Tony Blair is in for a difficult few weeks in the run up to next month's elections, Jack Cunningham has said.
Is Tony Blair facing his toughest test as prime minister?
But the prime minister's former cabinet enforcer sought to play down reports of a growing restlessness within the Parliamentary Labour Party.
However BBC political editor Andrew Marr says Mr Blair's situation was "worse than its ever been".
Ann Clwyd, Mr Blair's human rights ambassador to Iraq, insisted things "overall" in Iraq were improving.
Ms Clwyd said it would be wrong to suggest things were not getting better despite events at Abu Ghraib jail in Baghdad.
"Things are incredibly better now than they were under Saddam Hussein," she told Today.
"In that prison, 2,000 people were killed in one day when Saddam Hussein was in power.

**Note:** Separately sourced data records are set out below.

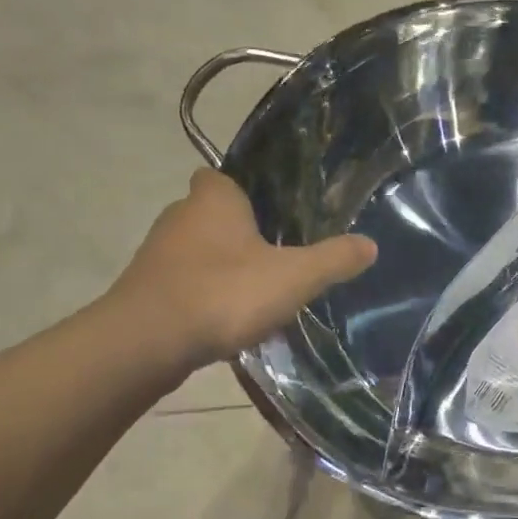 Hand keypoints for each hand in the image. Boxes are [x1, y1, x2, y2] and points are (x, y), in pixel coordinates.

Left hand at [103, 170, 376, 375]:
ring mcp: (157, 255)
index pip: (222, 176)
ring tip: (256, 291)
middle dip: (238, 232)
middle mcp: (179, 217)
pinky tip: (226, 318)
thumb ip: (334, 259)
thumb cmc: (224, 293)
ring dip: (221, 266)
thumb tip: (371, 244)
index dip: (245, 191)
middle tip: (276, 254)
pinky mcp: (146, 291)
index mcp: (214, 199)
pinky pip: (183, 283)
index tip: (270, 211)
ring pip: (196, 251)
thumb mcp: (294, 277)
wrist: (147, 342)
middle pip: (211, 214)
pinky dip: (203, 294) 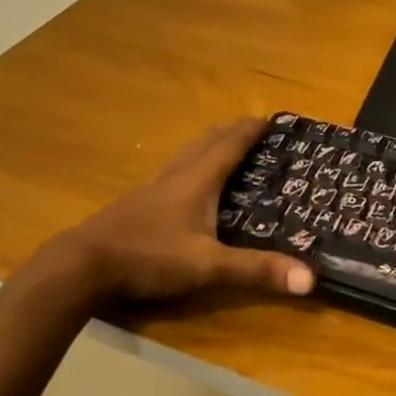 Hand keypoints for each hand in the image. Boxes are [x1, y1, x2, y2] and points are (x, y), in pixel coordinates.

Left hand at [46, 118, 315, 303]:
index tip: (270, 118)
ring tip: (222, 149)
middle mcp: (177, 174)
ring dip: (208, 146)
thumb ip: (256, 271)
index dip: (251, 129)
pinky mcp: (137, 201)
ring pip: (187, 154)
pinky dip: (189, 165)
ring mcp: (153, 186)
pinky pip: (172, 171)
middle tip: (252, 130)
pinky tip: (183, 185)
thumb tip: (310, 278)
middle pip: (207, 141)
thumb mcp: (207, 267)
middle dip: (231, 132)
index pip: (230, 144)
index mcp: (198, 179)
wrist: (84, 263)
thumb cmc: (150, 256) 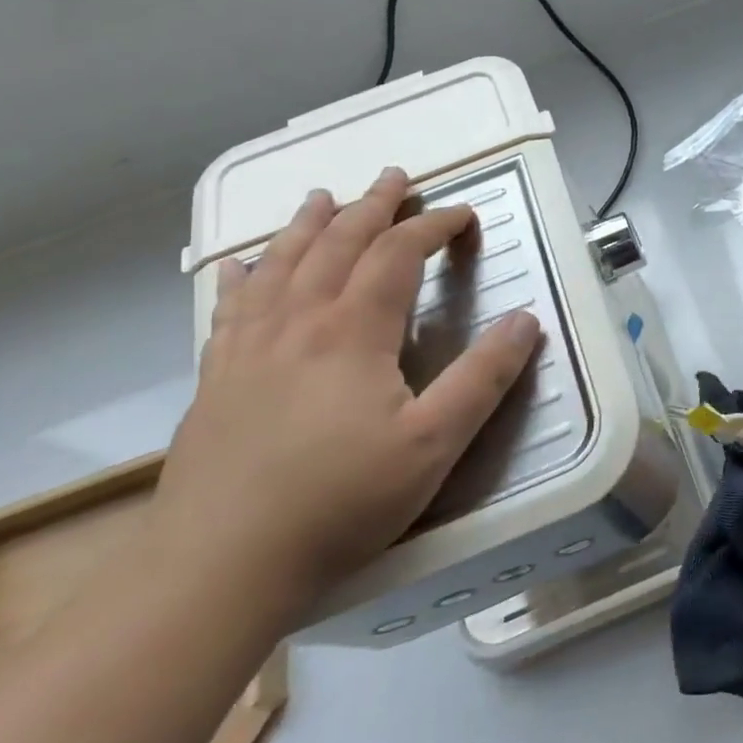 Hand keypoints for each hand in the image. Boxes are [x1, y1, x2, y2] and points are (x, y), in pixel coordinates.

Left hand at [151, 167, 540, 618]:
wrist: (219, 564)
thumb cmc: (339, 502)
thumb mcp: (434, 444)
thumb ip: (483, 378)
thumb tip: (525, 320)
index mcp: (353, 331)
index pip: (398, 254)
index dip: (433, 226)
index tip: (462, 215)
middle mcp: (298, 322)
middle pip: (337, 244)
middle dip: (372, 206)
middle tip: (394, 178)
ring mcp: (249, 347)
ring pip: (280, 264)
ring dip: (308, 225)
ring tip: (323, 197)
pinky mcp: (216, 377)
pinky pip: (230, 307)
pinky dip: (241, 276)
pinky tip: (237, 266) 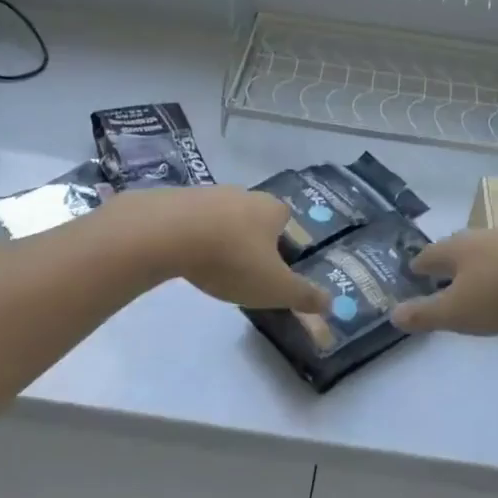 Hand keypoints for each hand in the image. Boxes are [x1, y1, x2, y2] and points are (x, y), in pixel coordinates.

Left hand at [107, 187, 328, 312]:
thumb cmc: (232, 260)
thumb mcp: (275, 288)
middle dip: (250, 238)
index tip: (273, 265)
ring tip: (211, 266)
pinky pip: (191, 219)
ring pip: (221, 216)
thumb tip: (330, 303)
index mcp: (271, 209)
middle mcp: (243, 194)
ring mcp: (207, 193)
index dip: (283, 240)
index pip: (286, 218)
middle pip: (253, 215)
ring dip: (219, 236)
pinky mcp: (175, 200)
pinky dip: (191, 235)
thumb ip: (303, 296)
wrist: (167, 233)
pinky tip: (184, 256)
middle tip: (243, 269)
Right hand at [392, 229, 497, 334]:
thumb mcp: (458, 313)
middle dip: (450, 263)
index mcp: (457, 247)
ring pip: (490, 249)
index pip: (428, 255)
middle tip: (444, 279)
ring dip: (482, 264)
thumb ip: (425, 314)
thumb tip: (393, 314)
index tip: (413, 275)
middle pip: (459, 248)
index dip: (418, 267)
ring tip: (481, 282)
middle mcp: (483, 235)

"So let's get it in perspective, these things are awful and they are shaming but the overall picture in Iraq is that things are improving."
Mr Cunningham told Today it was inevitable that the conduct of some American troops had rubbed off on their British counterparts.
"Every right-thinking person is shocked and appalled by the revelation of ill treatment of prisoners in Iraqi prisons by the American military ... as coalition partners some of the blame has been deflected on to Britain and the prime minister," he told BBC Radio 4's Today programme.
Although he acknowledged that the local, European and London mayoral elections would be "difficult" for Labour, Mr Cunningham insisted that he had seen "no evidence of any retreat from support for the prime minister".
"There's a lot of anti-Blair stuff flying around in the press and from his well-known political opponents, some from the left in the Labour party and of course in the opposition parties but that does not equate with any erosion of support for the prime minister in the Parliamentary Labour Party," he said.
He added: "There is no challenge to Mr Blair. This government is firmly in control."
The BBC's Andrew Marr said: "I think he enters a really dangerous period from now until the summer break and it's all about how bad Iraq continues to be."
The Guardian newspaper meanwhile highlighted the fact Chancellor Gordon Brown had held private talks with media tycoon Rupert Murdoch.
Raising the stakes?
It also claimed that supporters of Mr Brown - who is widely seen as having ambitions for the top job - had been "turning up the heat".
On Wednesday Tory leader Michael Howard sought to increase the pressure on Mr Blair with a series of questions about what ministers knew and when of Red Cross allegations of mistreatment of Iraqis by British troops.
Mr Blair said allegations in the February Red Cross report had not been passed to ministers earlier because they were already being probed.
He argued there was no evidence of systematic abuse by British soldiers - saying the Daily Mirror pictures of apparent mistreatment of Iraqis by UK soldiers were "almost certainly fake".
And later, speaking in Downing Street, he said he had become "very angry" on behalf of troops because of all the allegations "swirling around".
The Liberal Democrats will kick off next week with an opposition day debate raising concerns about Iraq and troop numbers.
The party would not support the deployment of additional forces to support the "heave-handed tactics" used by the US in Falluja, said leader Charles Kennedy.
But if British commanders in the Basra sector needed more soldiers to enforce law and order ahead of the 30 June handover of power to an interim government, or to ensure the safety of troops there, "then that request should be considered", he said.